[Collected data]
▼

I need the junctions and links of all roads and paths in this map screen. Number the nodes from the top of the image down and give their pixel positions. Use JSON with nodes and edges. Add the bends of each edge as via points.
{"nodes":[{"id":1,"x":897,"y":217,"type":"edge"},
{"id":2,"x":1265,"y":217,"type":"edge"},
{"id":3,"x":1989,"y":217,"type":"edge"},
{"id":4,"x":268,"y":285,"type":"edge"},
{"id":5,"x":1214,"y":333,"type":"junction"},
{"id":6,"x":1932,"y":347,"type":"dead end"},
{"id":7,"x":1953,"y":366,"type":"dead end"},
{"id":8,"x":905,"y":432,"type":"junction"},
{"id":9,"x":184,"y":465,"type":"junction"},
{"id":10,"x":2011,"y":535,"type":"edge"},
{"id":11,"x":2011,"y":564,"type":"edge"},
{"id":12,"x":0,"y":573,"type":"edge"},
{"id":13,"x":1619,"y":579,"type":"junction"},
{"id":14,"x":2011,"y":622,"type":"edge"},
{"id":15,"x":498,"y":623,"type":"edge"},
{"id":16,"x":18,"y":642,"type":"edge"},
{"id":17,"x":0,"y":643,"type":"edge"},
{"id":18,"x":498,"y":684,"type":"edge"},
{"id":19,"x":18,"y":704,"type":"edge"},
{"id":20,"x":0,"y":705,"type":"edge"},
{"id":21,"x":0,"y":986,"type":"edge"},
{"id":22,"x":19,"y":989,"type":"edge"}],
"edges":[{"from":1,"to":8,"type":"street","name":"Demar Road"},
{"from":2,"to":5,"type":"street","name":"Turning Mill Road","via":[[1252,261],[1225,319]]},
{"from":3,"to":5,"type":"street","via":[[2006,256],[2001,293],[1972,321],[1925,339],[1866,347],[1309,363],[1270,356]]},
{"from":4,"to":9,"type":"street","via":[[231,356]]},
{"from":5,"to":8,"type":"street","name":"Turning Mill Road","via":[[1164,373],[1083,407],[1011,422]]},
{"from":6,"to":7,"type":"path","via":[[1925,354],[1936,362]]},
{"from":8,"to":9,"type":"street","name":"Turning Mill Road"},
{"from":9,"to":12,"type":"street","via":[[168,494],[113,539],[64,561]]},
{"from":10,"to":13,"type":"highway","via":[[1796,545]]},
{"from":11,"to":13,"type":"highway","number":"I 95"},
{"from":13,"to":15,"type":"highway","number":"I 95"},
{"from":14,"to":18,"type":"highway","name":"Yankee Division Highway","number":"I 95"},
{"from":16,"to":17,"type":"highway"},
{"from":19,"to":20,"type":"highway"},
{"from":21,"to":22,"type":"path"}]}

▲

*Task requirements*:
Each line above that holds the string "street" should be copied and shown.

*Output for this exercise*:
"edges":[{"from":1,"to":8,"type":"street","name":"Demar Road"},
{"from":2,"to":5,"type":"street","name":"Turning Mill Road","via":[[1252,261],[1225,319]]},
{"from":3,"to":5,"type":"street","via":[[2006,256],[2001,293],[1972,321],[1925,339],[1866,347],[1309,363],[1270,356]]},
{"from":4,"to":9,"type":"street","via":[[231,356]]},
{"from":5,"to":8,"type":"street","name":"Turning Mill Road","via":[[1164,373],[1083,407],[1011,422]]},
{"from":8,"to":9,"type":"street","name":"Turning Mill Road"},
{"from":9,"to":12,"type":"street","via":[[168,494],[113,539],[64,561]]},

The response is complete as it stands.